Public Policy / opinion
One of the great pitfalls of political nostalgia is that the protagonists of the present can all too easily be mistaken for the antagonists of the past
Winnie
Winston Peters.

By Chris Trotter*

What do politicians do when the present is a mess and the future promises more of the same? Mostly, in these all-too-familiar circumstances, politicians turn for help and solace to the past. They go looking for policies that seemed to work once and attempt to make them work again.

Take our present Finance Minister, Nicola Willis. She has asked Treasury to become more assertive in its advice. It is to forget all about Jacinda and Grant’s “wellbeing”, and strive to be considerably more generous with the vinegar, and much less enthusiastic with the sugar.

It is important to note at this point that Willis’s “nostalgia” for the Treasury that injected uncut neoliberalism directly into Roger Douglas’s bloodstream isn’t real. In 1984, when the Fourth Labour Government unleashed the policy revolution that had long been in the planning at No. 1 The Terrace, our present Finance Minister was just 3 years old.

By the time Willis was old enough to pay serious attention to her country’s politics the neoliberal blaze had faded to a pile of glowing embers. Floating the dollar, GST, privatisation, the Employment Contracts Act, the Mother of All Budgets: all of these were done and dusted by the time Willis turned 16.

But there are all kinds of nostalgia. Left-wing Boomers reached adulthood in the 1960s and 70s – the peak years of the post-war economic boom. They can actually remember when New Zealand was suffering from over-full employment.

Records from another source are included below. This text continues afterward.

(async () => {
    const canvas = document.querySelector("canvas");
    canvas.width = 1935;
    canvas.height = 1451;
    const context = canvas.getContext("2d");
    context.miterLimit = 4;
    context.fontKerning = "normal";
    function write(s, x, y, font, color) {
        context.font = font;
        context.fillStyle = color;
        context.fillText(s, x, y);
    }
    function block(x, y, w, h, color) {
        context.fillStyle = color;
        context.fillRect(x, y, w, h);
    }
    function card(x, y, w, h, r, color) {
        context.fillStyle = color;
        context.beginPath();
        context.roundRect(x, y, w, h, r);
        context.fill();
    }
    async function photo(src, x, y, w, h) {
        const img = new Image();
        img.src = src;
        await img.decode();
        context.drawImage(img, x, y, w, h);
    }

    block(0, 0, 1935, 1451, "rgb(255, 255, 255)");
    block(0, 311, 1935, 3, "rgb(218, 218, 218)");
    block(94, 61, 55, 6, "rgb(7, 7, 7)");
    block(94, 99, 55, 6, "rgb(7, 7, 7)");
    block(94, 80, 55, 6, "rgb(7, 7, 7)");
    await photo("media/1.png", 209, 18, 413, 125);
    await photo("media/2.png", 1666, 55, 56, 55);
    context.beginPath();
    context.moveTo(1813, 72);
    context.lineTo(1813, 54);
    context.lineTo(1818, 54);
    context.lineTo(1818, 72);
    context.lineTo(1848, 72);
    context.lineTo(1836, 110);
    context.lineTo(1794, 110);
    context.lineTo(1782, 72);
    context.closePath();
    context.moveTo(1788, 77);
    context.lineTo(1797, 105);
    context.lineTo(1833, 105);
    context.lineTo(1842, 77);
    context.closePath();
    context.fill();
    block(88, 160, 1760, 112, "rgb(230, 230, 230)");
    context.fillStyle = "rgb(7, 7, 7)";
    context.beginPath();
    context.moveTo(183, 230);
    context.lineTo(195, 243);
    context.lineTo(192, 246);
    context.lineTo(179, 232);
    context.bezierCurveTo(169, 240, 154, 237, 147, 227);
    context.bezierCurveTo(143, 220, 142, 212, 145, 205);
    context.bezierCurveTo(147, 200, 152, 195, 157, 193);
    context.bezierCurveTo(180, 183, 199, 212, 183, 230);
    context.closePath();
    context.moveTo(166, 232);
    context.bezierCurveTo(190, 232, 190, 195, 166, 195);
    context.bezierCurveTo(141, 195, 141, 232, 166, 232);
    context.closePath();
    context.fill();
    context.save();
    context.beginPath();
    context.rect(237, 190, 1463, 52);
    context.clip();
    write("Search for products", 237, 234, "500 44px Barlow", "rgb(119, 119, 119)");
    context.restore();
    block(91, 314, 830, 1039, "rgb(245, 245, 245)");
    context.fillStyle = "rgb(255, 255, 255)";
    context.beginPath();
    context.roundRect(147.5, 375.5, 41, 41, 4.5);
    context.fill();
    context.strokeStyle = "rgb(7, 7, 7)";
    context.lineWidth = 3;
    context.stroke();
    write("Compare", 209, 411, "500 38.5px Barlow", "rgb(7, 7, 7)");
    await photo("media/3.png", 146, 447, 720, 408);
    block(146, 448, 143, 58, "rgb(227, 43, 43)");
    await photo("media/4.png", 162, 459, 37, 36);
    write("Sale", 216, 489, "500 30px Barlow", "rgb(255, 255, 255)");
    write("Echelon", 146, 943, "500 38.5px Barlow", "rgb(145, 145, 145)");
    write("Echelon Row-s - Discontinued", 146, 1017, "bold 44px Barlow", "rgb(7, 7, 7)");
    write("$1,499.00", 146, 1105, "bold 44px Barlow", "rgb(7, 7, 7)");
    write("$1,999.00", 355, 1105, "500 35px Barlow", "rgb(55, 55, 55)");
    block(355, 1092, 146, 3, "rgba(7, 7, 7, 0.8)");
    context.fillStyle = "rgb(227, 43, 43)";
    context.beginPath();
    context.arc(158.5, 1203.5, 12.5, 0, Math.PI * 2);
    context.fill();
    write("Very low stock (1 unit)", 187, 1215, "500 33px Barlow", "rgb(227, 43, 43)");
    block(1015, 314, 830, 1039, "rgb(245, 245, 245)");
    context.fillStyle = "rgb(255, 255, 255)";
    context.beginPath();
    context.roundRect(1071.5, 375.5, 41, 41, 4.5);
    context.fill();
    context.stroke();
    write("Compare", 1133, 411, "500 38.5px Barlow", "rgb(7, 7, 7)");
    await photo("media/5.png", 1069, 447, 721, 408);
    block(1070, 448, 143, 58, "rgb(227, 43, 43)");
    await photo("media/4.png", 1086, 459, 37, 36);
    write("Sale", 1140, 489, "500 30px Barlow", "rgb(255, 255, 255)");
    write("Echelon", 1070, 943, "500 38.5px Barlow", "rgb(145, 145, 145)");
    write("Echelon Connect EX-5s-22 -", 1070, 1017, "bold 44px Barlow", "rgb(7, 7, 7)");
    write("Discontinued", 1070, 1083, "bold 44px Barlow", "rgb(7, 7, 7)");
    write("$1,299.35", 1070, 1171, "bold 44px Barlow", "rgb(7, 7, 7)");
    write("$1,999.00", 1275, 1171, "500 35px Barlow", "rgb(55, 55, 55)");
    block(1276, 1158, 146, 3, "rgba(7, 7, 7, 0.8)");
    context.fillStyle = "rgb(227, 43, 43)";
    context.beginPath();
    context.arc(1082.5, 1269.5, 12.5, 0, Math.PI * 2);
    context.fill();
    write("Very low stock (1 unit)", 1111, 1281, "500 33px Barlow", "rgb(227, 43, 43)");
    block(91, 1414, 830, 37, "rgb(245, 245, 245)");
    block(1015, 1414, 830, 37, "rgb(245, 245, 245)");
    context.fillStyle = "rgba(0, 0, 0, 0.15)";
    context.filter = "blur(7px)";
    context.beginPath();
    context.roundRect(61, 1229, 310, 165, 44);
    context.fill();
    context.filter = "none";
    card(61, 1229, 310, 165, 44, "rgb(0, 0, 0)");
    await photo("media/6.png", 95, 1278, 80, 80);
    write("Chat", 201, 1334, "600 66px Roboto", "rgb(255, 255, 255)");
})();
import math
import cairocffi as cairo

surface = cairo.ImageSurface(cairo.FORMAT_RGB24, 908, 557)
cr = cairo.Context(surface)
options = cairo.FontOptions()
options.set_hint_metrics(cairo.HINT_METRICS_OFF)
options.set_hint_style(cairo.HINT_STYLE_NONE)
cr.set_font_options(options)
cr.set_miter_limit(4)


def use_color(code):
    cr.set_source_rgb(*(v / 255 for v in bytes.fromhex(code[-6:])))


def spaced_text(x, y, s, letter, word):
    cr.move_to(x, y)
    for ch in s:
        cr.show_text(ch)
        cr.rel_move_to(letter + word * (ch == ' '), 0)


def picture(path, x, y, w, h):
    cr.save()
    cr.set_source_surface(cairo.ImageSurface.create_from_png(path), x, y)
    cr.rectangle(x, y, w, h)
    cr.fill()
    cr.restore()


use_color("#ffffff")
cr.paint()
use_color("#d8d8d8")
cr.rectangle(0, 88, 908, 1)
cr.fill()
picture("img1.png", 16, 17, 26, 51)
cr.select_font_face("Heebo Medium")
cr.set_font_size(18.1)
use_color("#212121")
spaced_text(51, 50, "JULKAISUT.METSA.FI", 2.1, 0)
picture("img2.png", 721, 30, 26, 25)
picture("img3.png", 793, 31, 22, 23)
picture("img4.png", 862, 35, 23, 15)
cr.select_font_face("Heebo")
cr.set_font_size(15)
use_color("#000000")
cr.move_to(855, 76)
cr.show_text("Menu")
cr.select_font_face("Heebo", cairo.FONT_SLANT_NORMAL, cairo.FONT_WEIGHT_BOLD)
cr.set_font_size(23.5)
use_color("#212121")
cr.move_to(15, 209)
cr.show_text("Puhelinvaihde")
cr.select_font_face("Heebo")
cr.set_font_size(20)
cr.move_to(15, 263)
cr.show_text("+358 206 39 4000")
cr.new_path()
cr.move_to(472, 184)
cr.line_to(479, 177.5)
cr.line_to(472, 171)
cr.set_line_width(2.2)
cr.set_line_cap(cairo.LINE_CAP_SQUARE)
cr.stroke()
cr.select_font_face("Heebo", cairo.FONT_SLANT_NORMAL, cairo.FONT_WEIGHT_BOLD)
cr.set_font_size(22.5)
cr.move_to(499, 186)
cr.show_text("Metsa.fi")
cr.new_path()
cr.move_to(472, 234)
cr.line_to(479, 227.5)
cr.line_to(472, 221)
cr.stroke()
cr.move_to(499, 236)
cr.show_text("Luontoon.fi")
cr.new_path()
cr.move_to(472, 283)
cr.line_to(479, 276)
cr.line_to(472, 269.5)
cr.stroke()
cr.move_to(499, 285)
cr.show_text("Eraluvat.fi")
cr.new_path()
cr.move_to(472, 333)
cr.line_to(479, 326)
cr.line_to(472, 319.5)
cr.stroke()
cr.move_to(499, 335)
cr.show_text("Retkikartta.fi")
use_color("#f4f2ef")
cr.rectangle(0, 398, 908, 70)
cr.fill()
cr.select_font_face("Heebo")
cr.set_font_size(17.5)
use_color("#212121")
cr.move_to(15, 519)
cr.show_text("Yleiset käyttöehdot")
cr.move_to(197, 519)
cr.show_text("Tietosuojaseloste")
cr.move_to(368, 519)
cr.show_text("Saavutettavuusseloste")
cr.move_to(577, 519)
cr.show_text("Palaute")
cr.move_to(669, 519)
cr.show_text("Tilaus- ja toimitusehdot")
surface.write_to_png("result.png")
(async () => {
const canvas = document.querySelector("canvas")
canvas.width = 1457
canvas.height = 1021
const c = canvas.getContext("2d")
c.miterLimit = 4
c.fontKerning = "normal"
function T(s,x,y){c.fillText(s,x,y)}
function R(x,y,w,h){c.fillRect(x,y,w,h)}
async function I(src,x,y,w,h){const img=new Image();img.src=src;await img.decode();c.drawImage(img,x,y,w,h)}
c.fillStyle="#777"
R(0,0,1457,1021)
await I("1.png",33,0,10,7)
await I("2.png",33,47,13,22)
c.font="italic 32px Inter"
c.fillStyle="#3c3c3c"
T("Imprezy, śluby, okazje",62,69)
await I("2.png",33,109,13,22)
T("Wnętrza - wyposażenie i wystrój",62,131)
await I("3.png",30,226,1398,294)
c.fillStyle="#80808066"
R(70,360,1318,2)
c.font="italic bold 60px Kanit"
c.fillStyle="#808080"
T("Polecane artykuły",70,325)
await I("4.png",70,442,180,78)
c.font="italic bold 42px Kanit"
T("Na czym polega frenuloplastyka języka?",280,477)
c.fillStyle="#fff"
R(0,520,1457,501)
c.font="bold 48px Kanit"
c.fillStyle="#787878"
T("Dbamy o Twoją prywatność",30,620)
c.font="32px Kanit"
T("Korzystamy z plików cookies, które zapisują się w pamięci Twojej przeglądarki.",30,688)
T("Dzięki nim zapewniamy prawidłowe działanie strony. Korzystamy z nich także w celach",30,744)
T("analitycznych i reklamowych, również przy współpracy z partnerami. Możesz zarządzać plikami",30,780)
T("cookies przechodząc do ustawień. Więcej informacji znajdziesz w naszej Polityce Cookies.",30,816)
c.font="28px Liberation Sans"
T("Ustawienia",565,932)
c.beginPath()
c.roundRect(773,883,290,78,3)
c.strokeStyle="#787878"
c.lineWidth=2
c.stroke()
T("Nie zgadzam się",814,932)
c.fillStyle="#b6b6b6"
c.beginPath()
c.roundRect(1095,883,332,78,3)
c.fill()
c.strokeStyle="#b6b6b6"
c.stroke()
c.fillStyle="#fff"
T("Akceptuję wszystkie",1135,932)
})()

When a student could get a room in a flat for $5 per week. When a BA or a BSc was all anyone needed to walk into a well-paid job … for life.

Then again, those lefty Boomers were also there when the golden weather ended in the late-1970s and early-1980s. The ugliness and brutality of the Muldoon years was hard to forget. This gave them what Willis never really had: lived experience of New Zealand before, and after, the Rogernomics Revolution; the ability to compare and contrast.

Not that they always used this historical gift wisely. So many young New Zealand leftists were nostalgic for the sort of politics they’d read about in histories and memoirs of the First Labour Government. That this variety of politics was already past its prime in the late-1940s, well before most of them were born, did not trouble them. They yearned for the “heroic” period of the labour movement’s history. The stellar achievements of which Roger Douglas and his allies, followed closely by Ruth Richardson and hers, were methodically smashing to pieces.

Vicarious nostalgia is fraught with danger. Missing entirely is the day-by-day, headline-by-headline, absorption of the events that not only made radical change economically and socially necessary, but also politically feasible. Vicarious nostalgia inspires by recalling what happened – not why.

Yet it is clear that Willis hankers for the ideological clarity of the past, and for the political ruthlessness with which the nascent neoliberal ideology was imposed. Ruth Richardson’s tenure as Finance Minister clearly resonates with her successor as an “heroic” moment in the history of the National Party – and the country. There were things that needed to be done – and they were done. Treasury handed Richardson a list of designated targets, along with the ordnance required to take them out, and she opened fire. Willis wants the same – now.

From a privileged background, and having won her political spurs serving first Bill English and then John Key – both National Party moderates – Willis’s embrace of neoliberalism’s sharp ideological edges cannot have been pain-free. That said, late converts are often the least compromising. Certainly, the Finance Minister’s “Scrutiny Week” encounter with the Greens’ co-leader, Chloe Swarbrick, during which she excoriated the party’s fiscal strategy as confiscatory, offered strong evidence that Willis’s conversion is … robust.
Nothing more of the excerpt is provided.